-- What you will do --
Retype all the entries word for word, but omit the pictures.
Supplied records Start Marker
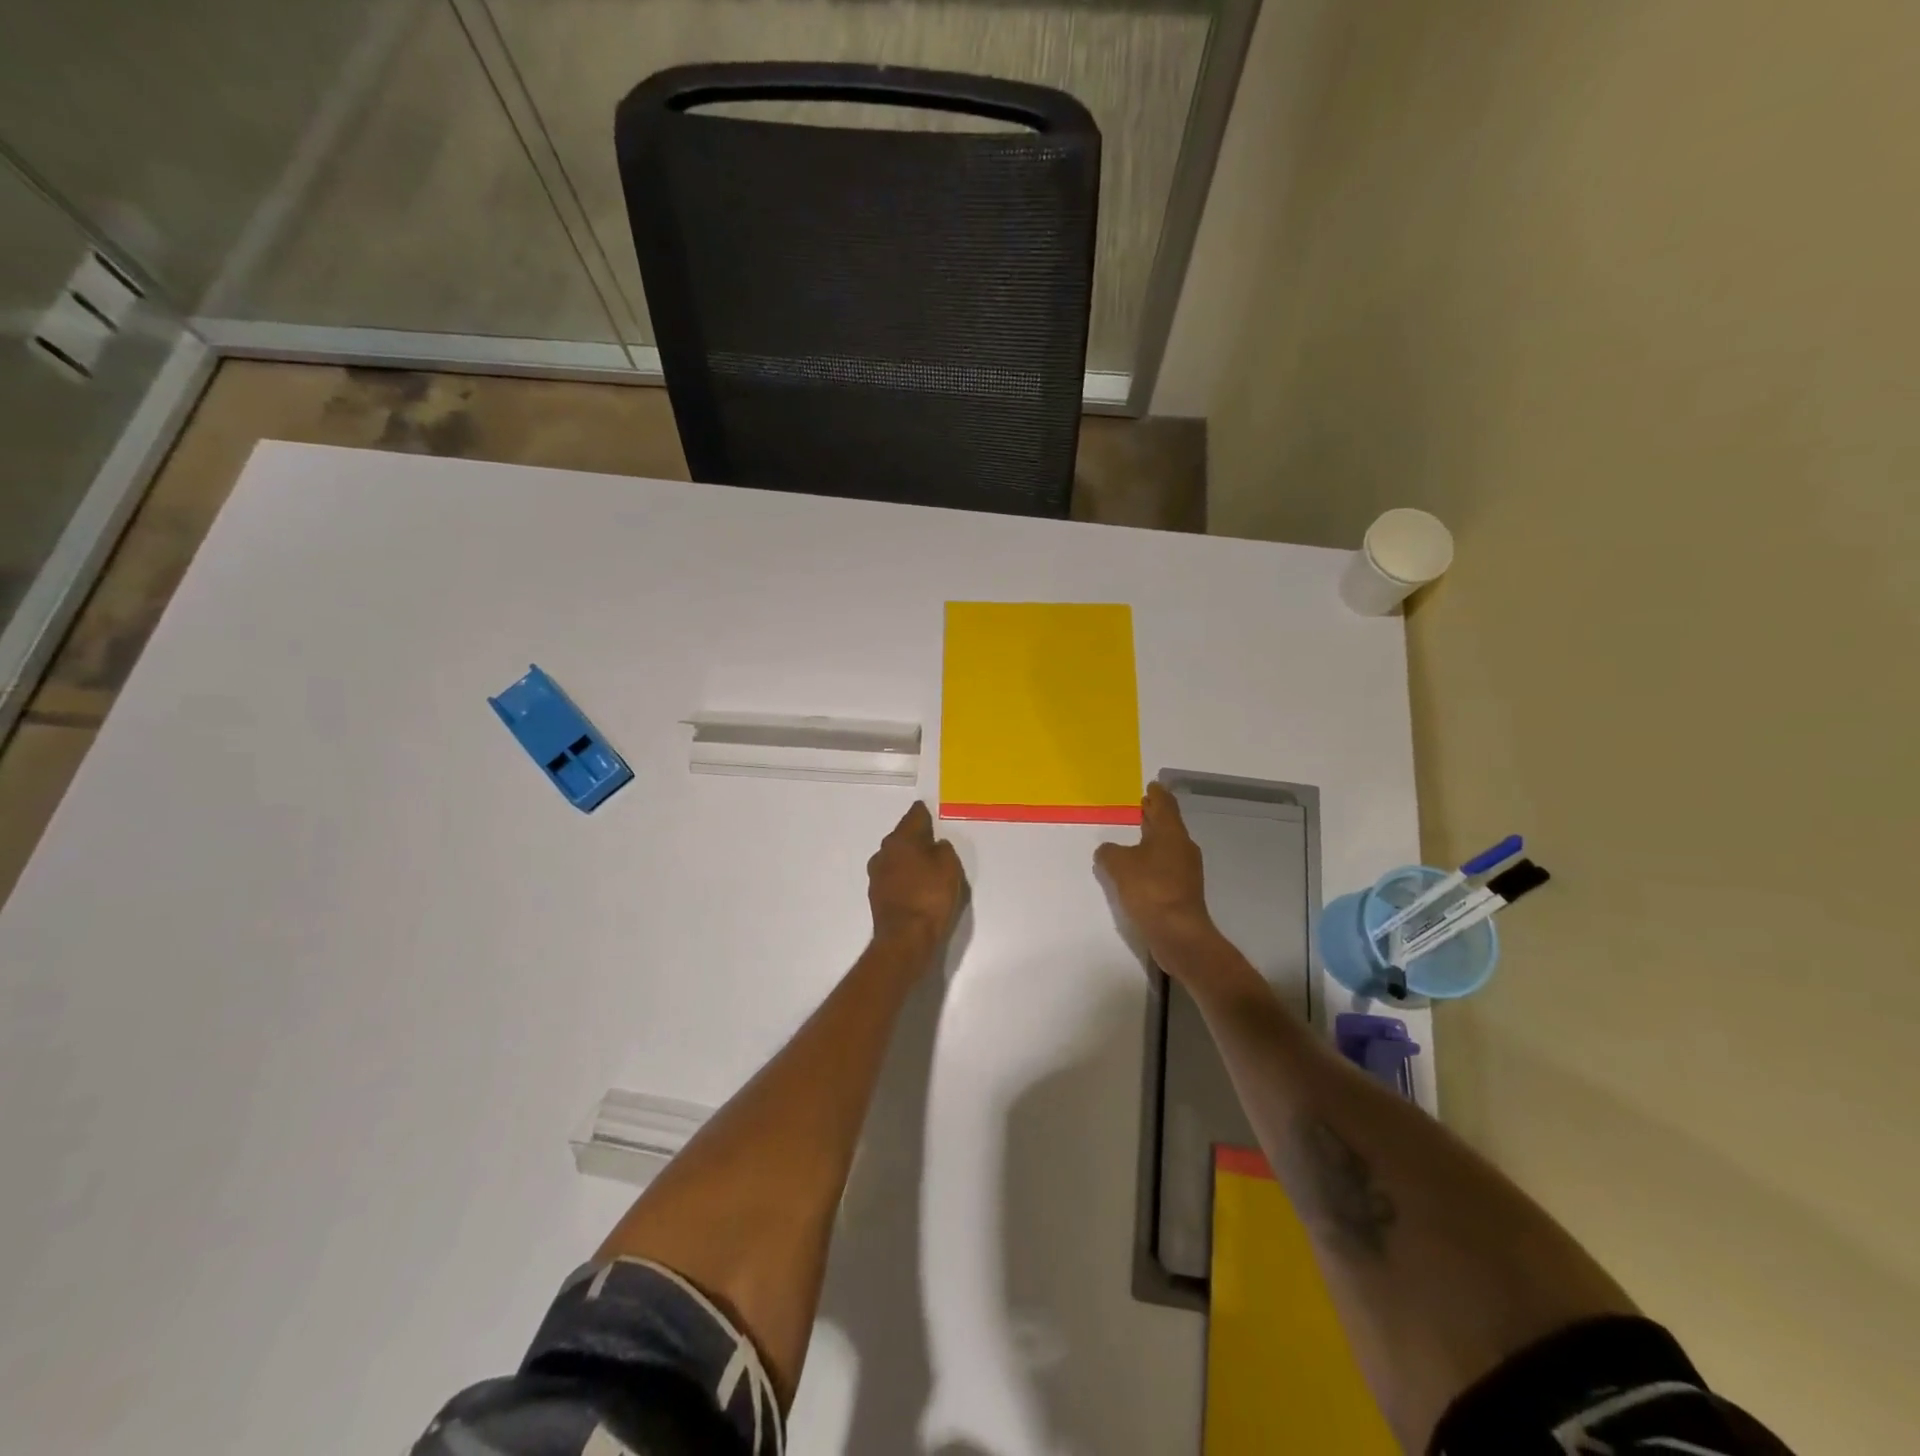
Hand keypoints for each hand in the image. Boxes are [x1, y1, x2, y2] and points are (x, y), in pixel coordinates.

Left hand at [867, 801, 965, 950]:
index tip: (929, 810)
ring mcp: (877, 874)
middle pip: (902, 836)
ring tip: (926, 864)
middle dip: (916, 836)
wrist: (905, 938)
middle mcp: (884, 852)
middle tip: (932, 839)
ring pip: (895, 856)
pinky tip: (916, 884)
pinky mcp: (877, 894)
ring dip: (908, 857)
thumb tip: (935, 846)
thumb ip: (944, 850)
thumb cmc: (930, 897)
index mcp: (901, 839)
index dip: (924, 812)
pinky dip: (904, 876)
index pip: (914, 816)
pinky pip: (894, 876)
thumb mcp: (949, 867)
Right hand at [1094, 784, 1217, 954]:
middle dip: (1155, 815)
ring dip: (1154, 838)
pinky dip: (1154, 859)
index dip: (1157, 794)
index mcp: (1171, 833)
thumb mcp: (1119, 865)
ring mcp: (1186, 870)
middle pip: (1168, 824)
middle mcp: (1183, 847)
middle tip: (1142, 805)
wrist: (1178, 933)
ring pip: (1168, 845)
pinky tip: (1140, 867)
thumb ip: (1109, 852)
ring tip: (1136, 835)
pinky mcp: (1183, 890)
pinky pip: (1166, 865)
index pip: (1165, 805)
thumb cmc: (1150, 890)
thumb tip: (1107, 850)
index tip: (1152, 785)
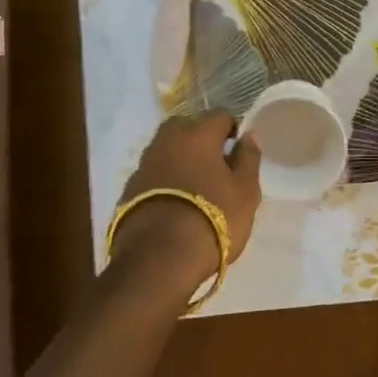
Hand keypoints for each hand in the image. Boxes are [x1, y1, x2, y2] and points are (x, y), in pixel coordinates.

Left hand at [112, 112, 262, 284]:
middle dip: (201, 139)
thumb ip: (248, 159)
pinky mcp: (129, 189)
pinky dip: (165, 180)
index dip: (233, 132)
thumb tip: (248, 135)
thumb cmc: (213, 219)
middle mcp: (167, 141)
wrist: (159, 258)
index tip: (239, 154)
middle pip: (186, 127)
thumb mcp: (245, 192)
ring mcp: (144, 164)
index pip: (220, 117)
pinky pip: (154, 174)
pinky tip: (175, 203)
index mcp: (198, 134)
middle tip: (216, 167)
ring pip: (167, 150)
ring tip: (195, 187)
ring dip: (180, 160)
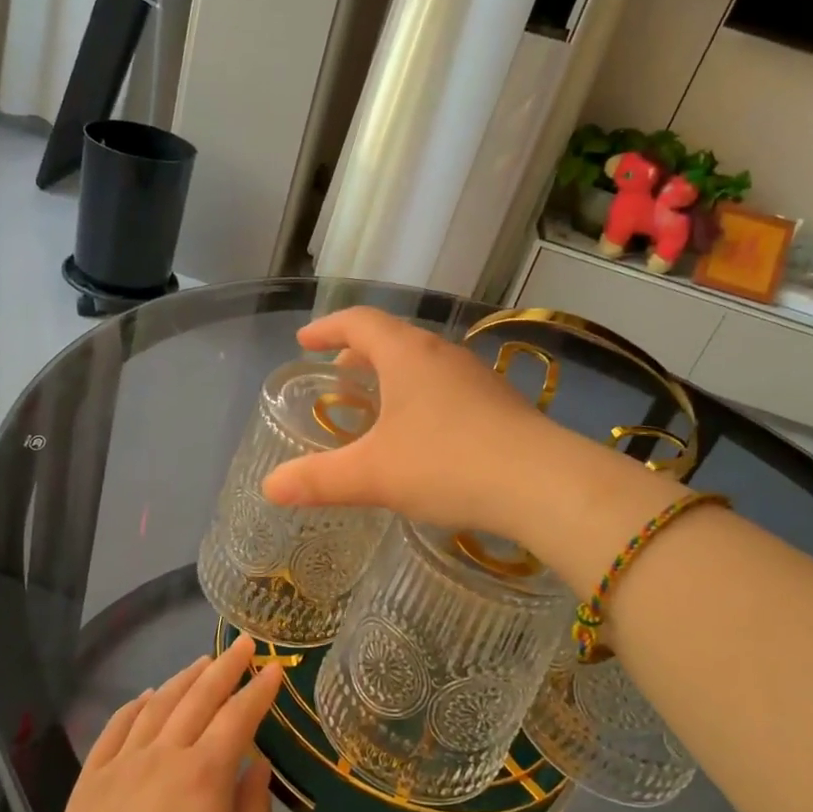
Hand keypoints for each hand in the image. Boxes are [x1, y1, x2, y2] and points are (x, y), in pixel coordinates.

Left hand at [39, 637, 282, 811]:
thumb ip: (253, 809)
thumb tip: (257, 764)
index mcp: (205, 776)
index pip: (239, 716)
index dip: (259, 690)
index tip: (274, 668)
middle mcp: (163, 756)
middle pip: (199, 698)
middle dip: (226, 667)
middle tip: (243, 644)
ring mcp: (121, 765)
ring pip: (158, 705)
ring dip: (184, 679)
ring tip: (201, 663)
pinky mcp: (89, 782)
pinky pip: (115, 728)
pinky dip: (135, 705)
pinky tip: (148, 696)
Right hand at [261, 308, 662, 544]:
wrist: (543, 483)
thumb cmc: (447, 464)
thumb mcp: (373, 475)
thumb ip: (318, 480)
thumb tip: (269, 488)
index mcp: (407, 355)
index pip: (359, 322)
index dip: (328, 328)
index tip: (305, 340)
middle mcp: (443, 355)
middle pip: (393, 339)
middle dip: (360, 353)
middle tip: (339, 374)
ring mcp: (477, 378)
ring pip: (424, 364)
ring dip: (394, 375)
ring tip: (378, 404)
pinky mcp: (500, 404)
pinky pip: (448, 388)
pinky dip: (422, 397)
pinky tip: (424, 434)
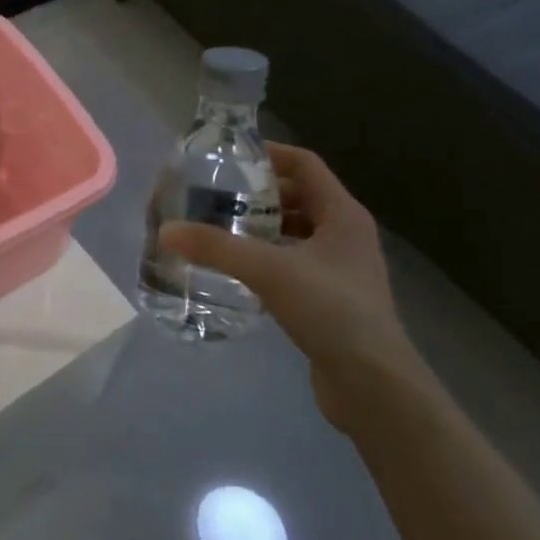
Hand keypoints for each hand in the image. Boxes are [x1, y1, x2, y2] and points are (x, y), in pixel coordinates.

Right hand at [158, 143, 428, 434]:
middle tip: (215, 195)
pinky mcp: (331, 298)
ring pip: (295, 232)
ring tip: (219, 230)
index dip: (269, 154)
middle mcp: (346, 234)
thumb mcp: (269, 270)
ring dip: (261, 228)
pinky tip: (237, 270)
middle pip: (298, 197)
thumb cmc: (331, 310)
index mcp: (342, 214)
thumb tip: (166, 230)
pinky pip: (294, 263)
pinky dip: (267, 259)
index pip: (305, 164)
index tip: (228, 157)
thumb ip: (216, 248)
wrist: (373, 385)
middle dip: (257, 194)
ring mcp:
Supplied records End Marker
-- The completed task --
Hand keypoints for each hand in the image. Boxes are [x1, y1, x2, y2] and points are (x, y), in pixel coordinates.

Left hand at [867, 801, 965, 950]:
index tip: (929, 810)
ring mcp: (877, 874)
middle pip: (902, 836)
ring tip: (926, 864)
middle dip: (916, 836)
wrist: (905, 938)
middle mcp: (884, 852)
middle tip: (932, 839)
ring pip: (895, 856)
pinky tip: (916, 884)
pinky mcp: (877, 894)
ring dip: (908, 857)
thumb tip: (935, 846)
thumb ip: (944, 850)
thumb cmc: (930, 897)
index mcp: (901, 839)
index dip: (924, 812)
pinky dip: (904, 876)
index pip: (914, 816)
pinky pip: (894, 876)
thumb mcp: (949, 867)
Right hand at [1094, 784, 1217, 954]:
middle dip: (1155, 815)
ring dip: (1154, 838)
pinky dip: (1154, 859)
index dip: (1157, 794)
index mcp: (1171, 833)
thumb mcp: (1119, 865)
ring mcp: (1186, 870)
middle pip: (1168, 824)
middle mcp: (1183, 847)
middle tip: (1142, 805)
wrist: (1178, 933)
ring pip: (1168, 845)
pinky tip: (1140, 867)
thumb ip: (1109, 852)
ring tip: (1136, 835)
pinky mcp: (1183, 890)
pinky pip: (1166, 865)
index pip: (1165, 805)
thumb cmc: (1150, 890)
thumb tip: (1107, 850)
index tip: (1152, 785)
Hand keypoints for each hand in the image. Boxes are [x1, y1, x2, y2] and points are (x, y), in pixel coordinates.

Left hand at [112, 112, 262, 284]:
middle dip: (201, 139)
thumb ip: (248, 159)
pinky mcp: (129, 189)
pinky dip: (165, 180)
index dip: (233, 132)
thumb tip: (248, 135)
thumb cmc: (213, 219)
middle mcp: (167, 141)
wrist: (159, 258)
index tip: (239, 154)
middle pip: (186, 127)
thumb mcp: (245, 192)
ring mcp: (144, 164)
index pip: (220, 117)
pinky pip: (154, 174)
pinky tip: (175, 203)
index mcp: (198, 134)
middle tip: (216, 167)
ring pip: (167, 150)
ring tip: (195, 187)
ring dip: (180, 160)
Hand keypoints for each hand in the image. Boxes are [x1, y1, x2, y2] and points are (x, y), in pixel coordinates.

Left hand at [39, 637, 282, 811]:
thumb ip: (253, 809)
thumb tip: (257, 764)
index mcp: (205, 776)
index pip: (239, 716)
index dip: (259, 690)
index tip: (274, 668)
middle mcp: (163, 756)
middle pip: (199, 698)
middle dip: (226, 667)
middle tip: (243, 644)
ring mcp: (121, 765)
ring pip: (158, 705)
ring dip: (184, 679)
ring tip: (201, 663)
pinky mcp: (89, 782)
pinky pip: (115, 728)
pinky dip: (135, 705)
pinky tip: (148, 696)
Right hand at [261, 308, 662, 544]:
wrist: (543, 483)
thumb cmc: (447, 464)
thumb mcp: (373, 475)
thumb ip: (318, 480)
thumb tip: (269, 488)
index mcp: (407, 355)
index pip: (359, 322)
index dip: (328, 328)
index tip: (305, 340)
middle mcp: (443, 355)
middle pip: (393, 339)
middle dip: (360, 353)
middle tip: (339, 374)
ring mcp: (477, 378)
ring pip: (424, 364)
ring dip: (394, 375)
ring tip: (378, 404)
pinky mcp: (500, 404)
pinky pip: (448, 388)
pinky dip: (422, 397)
pinky tip: (424, 434)
Hand keypoints for each hand in the image. Boxes are [x1, y1, x2, y2] and points are (x, y), in pixel coordinates.

Right hand at [158, 143, 428, 434]:
middle tip: (215, 195)
pinky mcp: (331, 298)
ring pip: (295, 232)
ring tip: (219, 230)
index dip: (269, 154)
middle mcp: (346, 234)
thumb mcp: (269, 270)
ring dip: (261, 228)
pinky tip: (237, 270)
middle pip: (298, 197)
thumb cmc: (331, 310)
index mcp: (342, 214)
thumb tip: (166, 230)
pinky pip: (294, 263)
pinky dip: (267, 259)
index pip: (305, 164)
index tip: (228, 157)
thumb ip: (216, 248)
wrist: (373, 385)
middle dip: (257, 194)
ring mcp:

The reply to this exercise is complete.